### Exercise aim
From the data below, repeat exactly the lines from the line with "index pip: (166, 275)" to the line with "middle mcp: (452, 374)", both included.

+-------+

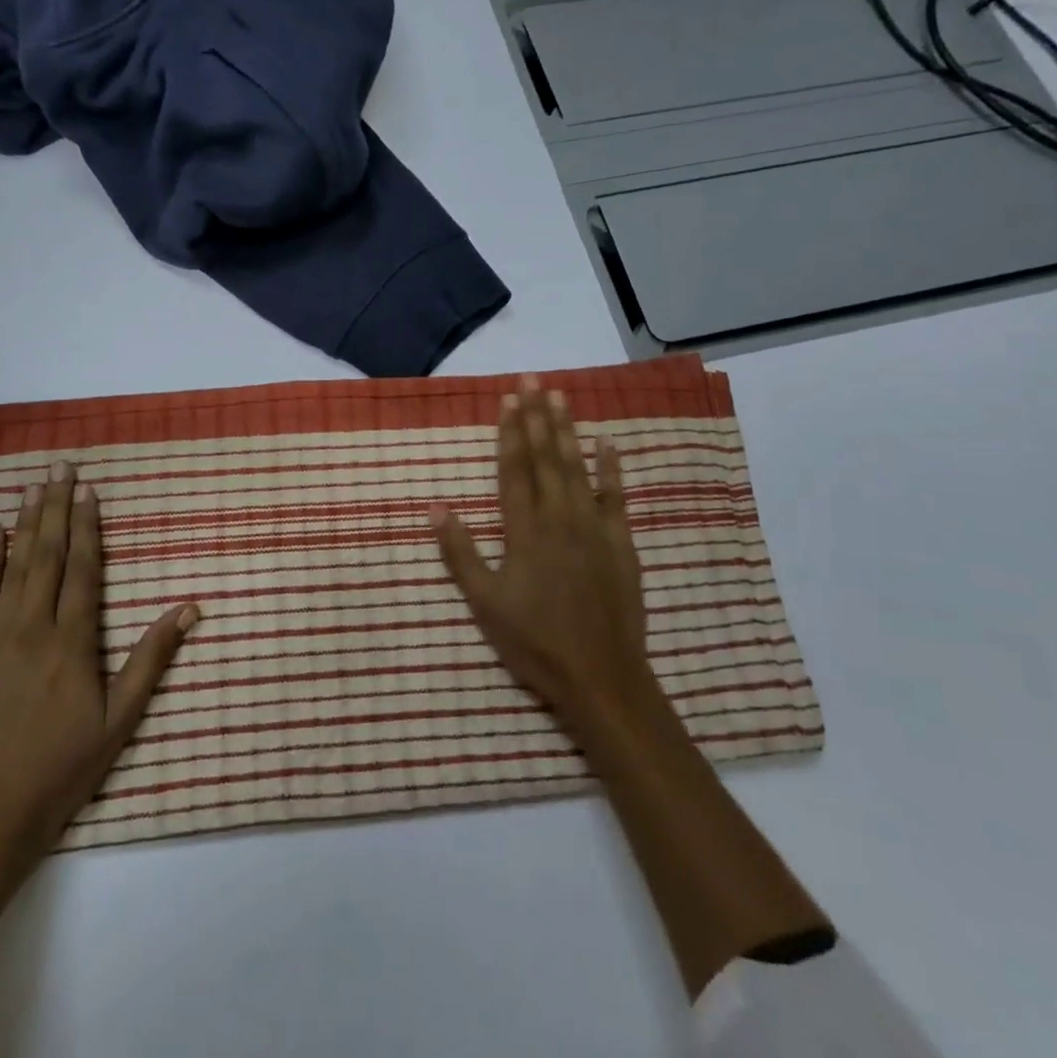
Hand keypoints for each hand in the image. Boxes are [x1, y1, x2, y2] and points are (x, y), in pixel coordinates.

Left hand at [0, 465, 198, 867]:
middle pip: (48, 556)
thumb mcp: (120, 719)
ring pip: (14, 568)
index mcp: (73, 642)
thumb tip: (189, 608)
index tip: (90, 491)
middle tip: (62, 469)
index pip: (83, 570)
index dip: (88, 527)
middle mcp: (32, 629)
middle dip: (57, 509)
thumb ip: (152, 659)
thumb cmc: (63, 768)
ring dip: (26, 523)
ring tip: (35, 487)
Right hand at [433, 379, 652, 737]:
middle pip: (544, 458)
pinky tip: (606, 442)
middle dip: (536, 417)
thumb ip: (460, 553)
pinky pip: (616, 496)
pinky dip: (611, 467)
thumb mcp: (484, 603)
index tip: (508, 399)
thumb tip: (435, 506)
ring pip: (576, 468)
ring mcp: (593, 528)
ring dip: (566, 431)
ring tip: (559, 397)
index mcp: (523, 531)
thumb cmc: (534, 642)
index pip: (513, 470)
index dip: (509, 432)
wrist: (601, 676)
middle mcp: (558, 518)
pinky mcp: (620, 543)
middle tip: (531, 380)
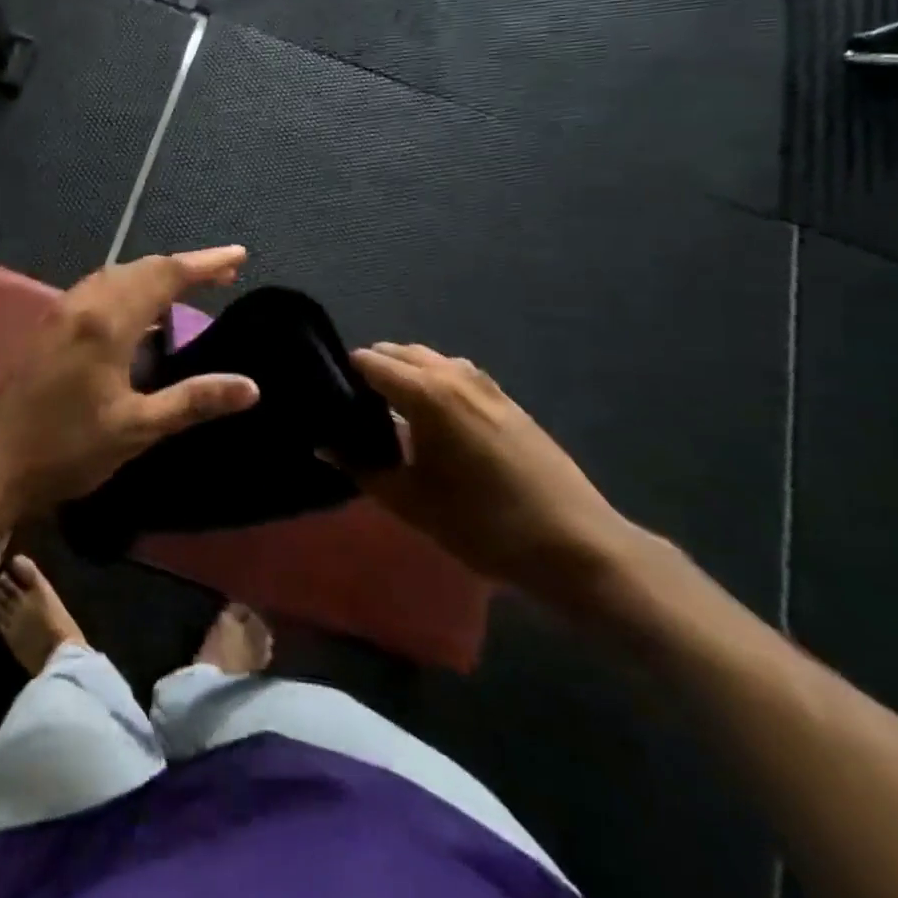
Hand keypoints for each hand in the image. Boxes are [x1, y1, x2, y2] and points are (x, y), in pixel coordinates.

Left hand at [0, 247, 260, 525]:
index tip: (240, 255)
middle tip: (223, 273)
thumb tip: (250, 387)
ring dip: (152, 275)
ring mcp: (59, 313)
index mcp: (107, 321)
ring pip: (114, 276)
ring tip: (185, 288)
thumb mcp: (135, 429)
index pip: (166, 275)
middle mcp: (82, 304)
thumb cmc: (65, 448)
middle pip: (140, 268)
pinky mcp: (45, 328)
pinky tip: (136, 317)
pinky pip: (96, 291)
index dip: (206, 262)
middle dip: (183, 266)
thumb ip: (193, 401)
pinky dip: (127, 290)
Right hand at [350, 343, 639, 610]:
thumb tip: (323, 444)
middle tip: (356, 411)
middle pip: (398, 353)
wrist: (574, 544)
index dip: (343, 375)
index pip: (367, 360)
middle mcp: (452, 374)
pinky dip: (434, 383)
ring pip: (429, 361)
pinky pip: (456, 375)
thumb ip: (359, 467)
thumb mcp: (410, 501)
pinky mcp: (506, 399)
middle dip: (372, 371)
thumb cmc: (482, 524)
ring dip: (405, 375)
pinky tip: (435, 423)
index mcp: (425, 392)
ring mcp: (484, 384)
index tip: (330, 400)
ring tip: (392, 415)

+-------+

### Output for this task
index pip: (166, 275)
middle mcp: (82, 304)
thumb cmc: (65, 448)
middle pip: (140, 268)
pinky mcp: (45, 328)
pinky tip: (136, 317)
pinky pip: (96, 291)
index dip: (206, 262)
middle dip: (183, 266)
thumb ip: (193, 401)
pinky dip: (127, 290)
Right hand at [350, 343, 639, 610]:
thumb tip: (323, 444)
middle tip: (356, 411)
middle pip: (398, 353)
wrist: (574, 544)
index dip: (343, 375)
index pip: (367, 360)
middle mcp: (452, 374)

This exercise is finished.